What the task asks —
Below are records; output exactly the lines from the one with "Please list the" through their final line.

Collected data entries:
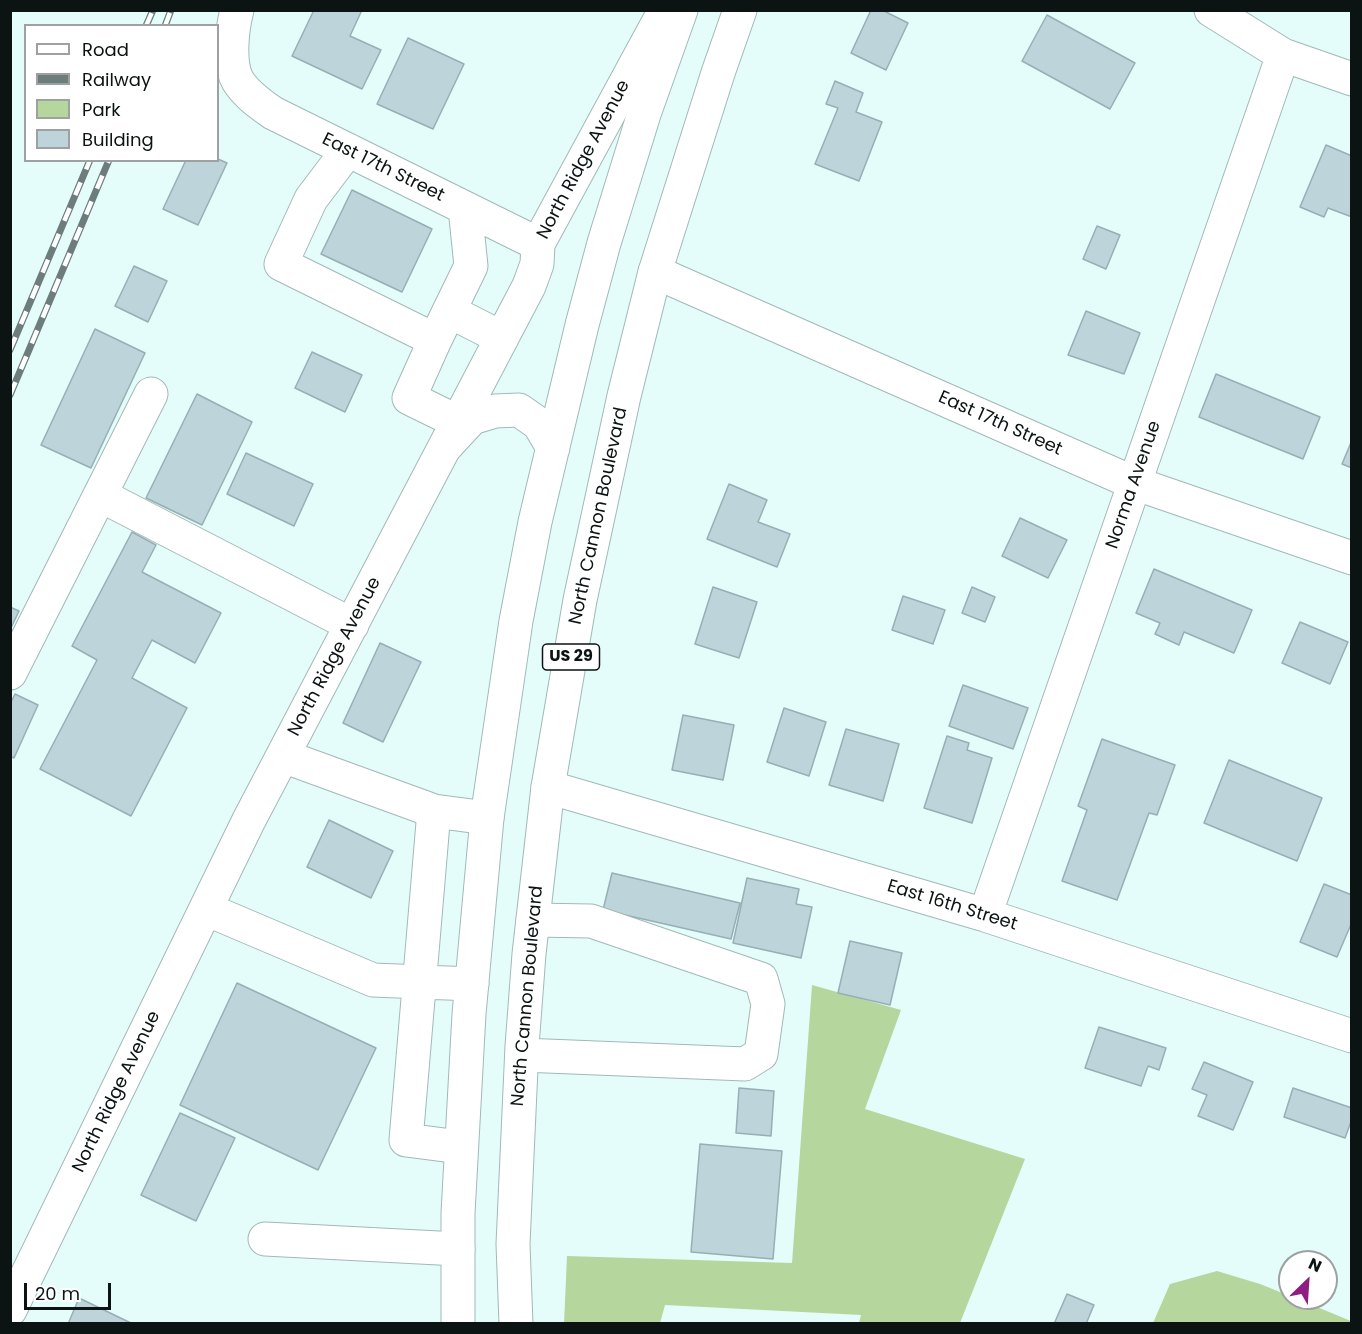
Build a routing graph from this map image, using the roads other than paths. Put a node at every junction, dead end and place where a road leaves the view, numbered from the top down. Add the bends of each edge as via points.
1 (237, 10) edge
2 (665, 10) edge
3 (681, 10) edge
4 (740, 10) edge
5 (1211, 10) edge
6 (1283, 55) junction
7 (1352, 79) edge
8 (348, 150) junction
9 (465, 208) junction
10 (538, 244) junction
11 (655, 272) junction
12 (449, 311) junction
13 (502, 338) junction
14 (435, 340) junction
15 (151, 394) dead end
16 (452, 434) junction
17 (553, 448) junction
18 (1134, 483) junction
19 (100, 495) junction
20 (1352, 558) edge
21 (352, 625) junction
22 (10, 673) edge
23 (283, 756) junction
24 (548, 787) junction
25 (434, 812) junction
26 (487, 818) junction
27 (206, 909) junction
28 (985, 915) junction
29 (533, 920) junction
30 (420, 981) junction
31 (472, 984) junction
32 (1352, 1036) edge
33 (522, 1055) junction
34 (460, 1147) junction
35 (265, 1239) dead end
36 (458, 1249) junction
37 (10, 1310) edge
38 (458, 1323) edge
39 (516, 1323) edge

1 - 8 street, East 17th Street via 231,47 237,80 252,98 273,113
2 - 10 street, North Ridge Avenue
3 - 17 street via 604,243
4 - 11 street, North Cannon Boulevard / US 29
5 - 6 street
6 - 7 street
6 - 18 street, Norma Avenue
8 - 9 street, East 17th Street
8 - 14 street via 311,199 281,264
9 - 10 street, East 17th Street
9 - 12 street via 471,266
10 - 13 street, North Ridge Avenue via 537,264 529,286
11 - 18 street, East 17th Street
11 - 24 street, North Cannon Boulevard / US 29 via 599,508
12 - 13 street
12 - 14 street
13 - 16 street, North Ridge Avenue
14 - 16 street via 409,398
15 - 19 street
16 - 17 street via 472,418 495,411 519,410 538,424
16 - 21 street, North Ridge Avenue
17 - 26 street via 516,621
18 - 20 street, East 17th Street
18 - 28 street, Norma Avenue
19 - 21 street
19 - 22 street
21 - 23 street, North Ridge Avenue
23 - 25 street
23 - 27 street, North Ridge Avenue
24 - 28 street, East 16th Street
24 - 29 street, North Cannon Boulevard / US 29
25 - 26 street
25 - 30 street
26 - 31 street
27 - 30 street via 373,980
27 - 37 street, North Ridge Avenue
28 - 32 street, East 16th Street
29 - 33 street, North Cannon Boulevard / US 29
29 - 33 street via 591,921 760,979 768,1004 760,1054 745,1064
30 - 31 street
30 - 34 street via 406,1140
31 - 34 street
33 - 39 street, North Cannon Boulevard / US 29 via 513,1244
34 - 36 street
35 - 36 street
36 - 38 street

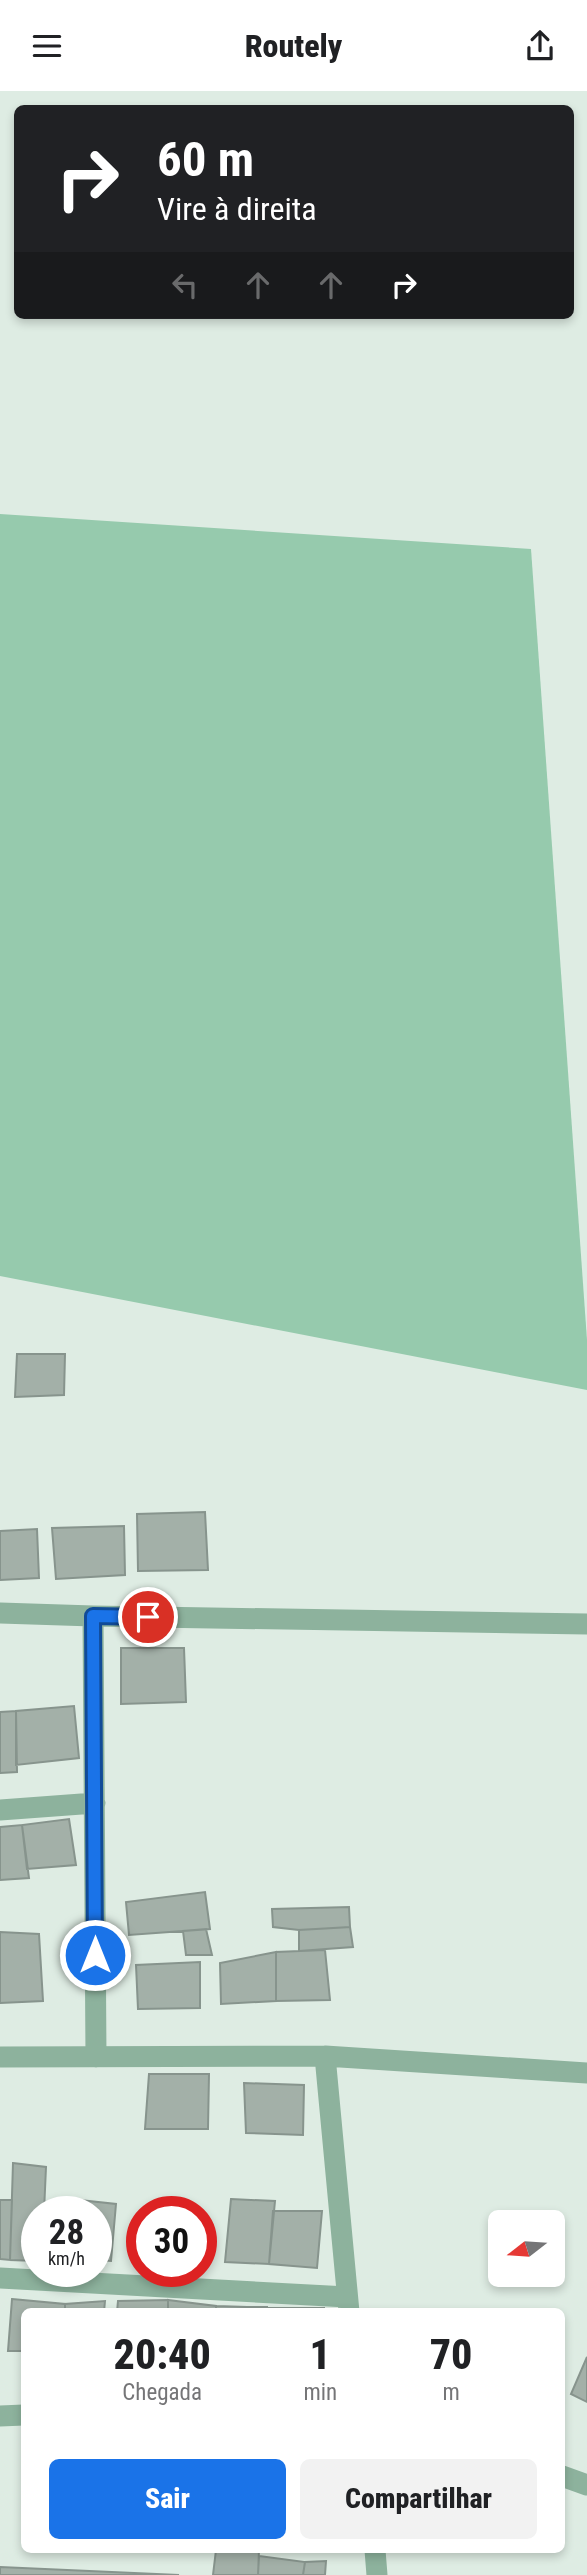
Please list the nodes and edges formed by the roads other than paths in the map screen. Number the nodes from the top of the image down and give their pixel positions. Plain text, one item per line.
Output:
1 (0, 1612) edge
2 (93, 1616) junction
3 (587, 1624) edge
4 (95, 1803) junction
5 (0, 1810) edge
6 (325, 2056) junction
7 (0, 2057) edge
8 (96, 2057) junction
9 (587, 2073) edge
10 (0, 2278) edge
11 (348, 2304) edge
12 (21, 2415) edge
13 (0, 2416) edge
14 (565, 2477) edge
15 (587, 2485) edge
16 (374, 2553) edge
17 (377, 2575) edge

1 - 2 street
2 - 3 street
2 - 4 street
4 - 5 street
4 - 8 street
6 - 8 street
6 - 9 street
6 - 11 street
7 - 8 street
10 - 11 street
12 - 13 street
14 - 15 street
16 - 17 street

Exercise output —
Please list the nodes and edges formed by the roads other than paths in the map screen. Number the nodes from the top of the image down and give their pixel positions. Plain text, one item per line.
Output:
1 (0, 1612) edge
2 (93, 1616) junction
3 (587, 1624) edge
4 (95, 1803) junction
5 (0, 1810) edge
6 (325, 2056) junction
7 (0, 2057) edge
8 (96, 2057) junction
9 (587, 2073) edge
10 (0, 2278) edge
11 (348, 2304) edge
12 (21, 2415) edge
13 (0, 2416) edge
14 (565, 2477) edge
15 (587, 2485) edge
16 (374, 2553) edge
17 (377, 2575) edge

1 - 2 street
2 - 3 street
2 - 4 street
4 - 5 street
4 - 8 street
6 - 8 street
6 - 9 street
6 - 11 street
7 - 8 street
10 - 11 street
12 - 13 street
14 - 15 street
16 - 17 street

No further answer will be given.